In March 2000, FinCEN adopted additional regulations, implementing the Bank Secrecy Act that also address money services businesses. These regulations require money services businesses, such as the Company, to report suspicious transactions involving at least $2,000 to FinCEN. The regulations generally describe three classes of reportable suspicious transactions - one or more related transactions that the money services business knows, suspects, or has reason to suspect (1) involve funds derived from illegal activity or are intended to hide or disguise such funds; (2) are designed to evade the requirements of the Bank Secrecy Act; or (3) appear to serve no business or lawful purpose.

Under the USA PATRIOT Act passed by Congress in 2001 and revised in 2006, the Company is required to maintain an anti-money laundering compliance program. The program must include (1) the development of internal policies, procedures and controls; (2) the designation of a compliance officer; (3) an ongoing employee-training program; and (4) a review function to test the program.

The Gramm-Leach-Bliley Act requires the Company to generally protect the confidentiality of its customers’ nonpublic personal information and to disclose to its customers its privacy policy and practices, including those regarding sharing the customers’ nonpublic personal information with third parties.
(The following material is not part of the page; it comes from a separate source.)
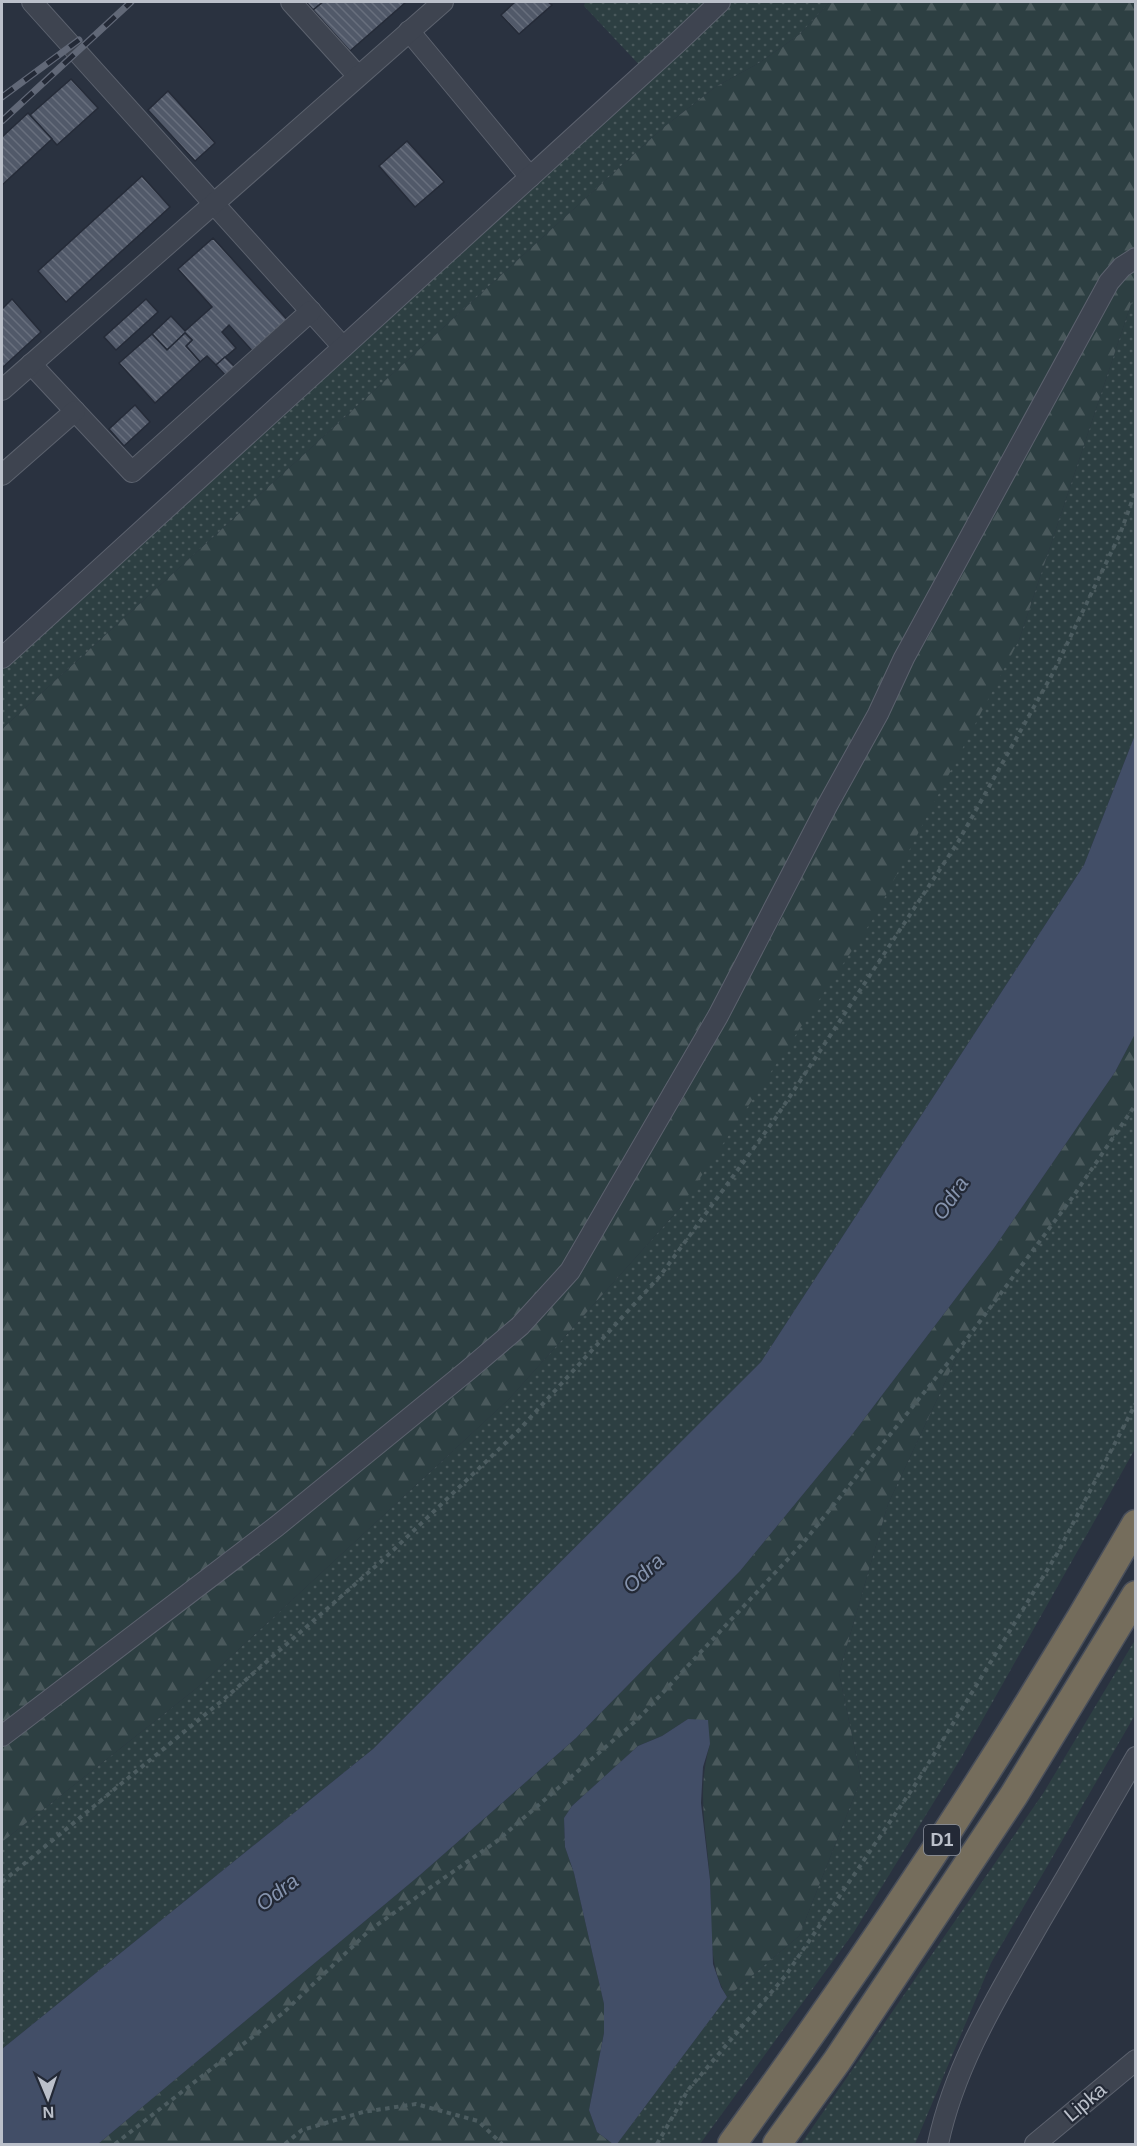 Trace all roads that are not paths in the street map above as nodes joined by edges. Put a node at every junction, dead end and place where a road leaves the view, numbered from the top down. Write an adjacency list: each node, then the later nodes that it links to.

Such disclosure must be made to customers at the time the customer relationship is established, at least annually thereafter, and if there is a change in the Company’s privacy policy. In addition, the Company is subject to strict document retention and destruction policies.

The federal Equal Credit Opportunity Act (“ECOA”) prohibits discrimination against any credit applicant on the basis of any protected category, such as race, color, religion, national origin, sex, marital status, or age, and requires the Company to notify credit applicants of the Company’s consumer loan products of any action taken on the individual’s credit application. The Company must provide a loan applicant a Notice of Adverse Action (“NOAA”) when the Company denies an application for credit. The NOAA must inform the applicant of (1) the action taken regarding the credit application; (2) a statement of the ECOA’s prohibition on discrimination; (3) the name and address of both the creditor and the federal agency that monitors compliance with the ECOA; and (4) the applicant’s right to learn the specific reasons for the denial of credit and the contact information for the parties the applicant can contact to obtain those reasons. The Company provides NOAA letters and maintains records of all such letters as required by the ECOA and its regulations.

The Company’s consumer loan products are also subject to the Fair Credit Reporting Act, which requires the Company to provide certain information to customers whose credit applications are not approved on the basis of a report obtained from a consumer reporting agency and to respond to consumers who inquire regarding any adverse reporting submitted by the Company to the consumer reporting agencies.

The Company’s advertising and marketing activities, in general, are subject to additional federal laws and regulations administered by the Federal Trade Commission and the CFPB which prohibit unfair or deceptive acts or practices and false or misleading advertisements.

The federal Fair and Accurate Credit Transactions Act (“FACTA”) requires the Company to adopt written guidance and procedures for detecting, mitigating, preventing and responding appropriately to identity theft and to adopt various employee policies, procedures, and provide employee training and materials that address the importance of protecting nonpublic personal information and aid the Company in detecting and responding to suspicious activity, including suspicious activity which may suggest a possible identity theft red flag, as appropriate.

The Company is subject to the Foreign Corrupt Practices Act (“FCPA”) and other laws that prohibit improper payments or offers of improper payments to foreign governments and their officials and political parties by U.S. persons and issuers (as defined by the statute) for the purpose of obtaining or retaining business. It is the Company’s policy to maintain safeguards to discourage these practices by its employees and follow Company standards of conduct for its business throughout the U.S. and Latin America, including the prohibition of any direct or indirect payment or transfer of Company funds or assets to suppliers, vendors, or government officials in the form of bribes, kickbacks or other illegal payoffs.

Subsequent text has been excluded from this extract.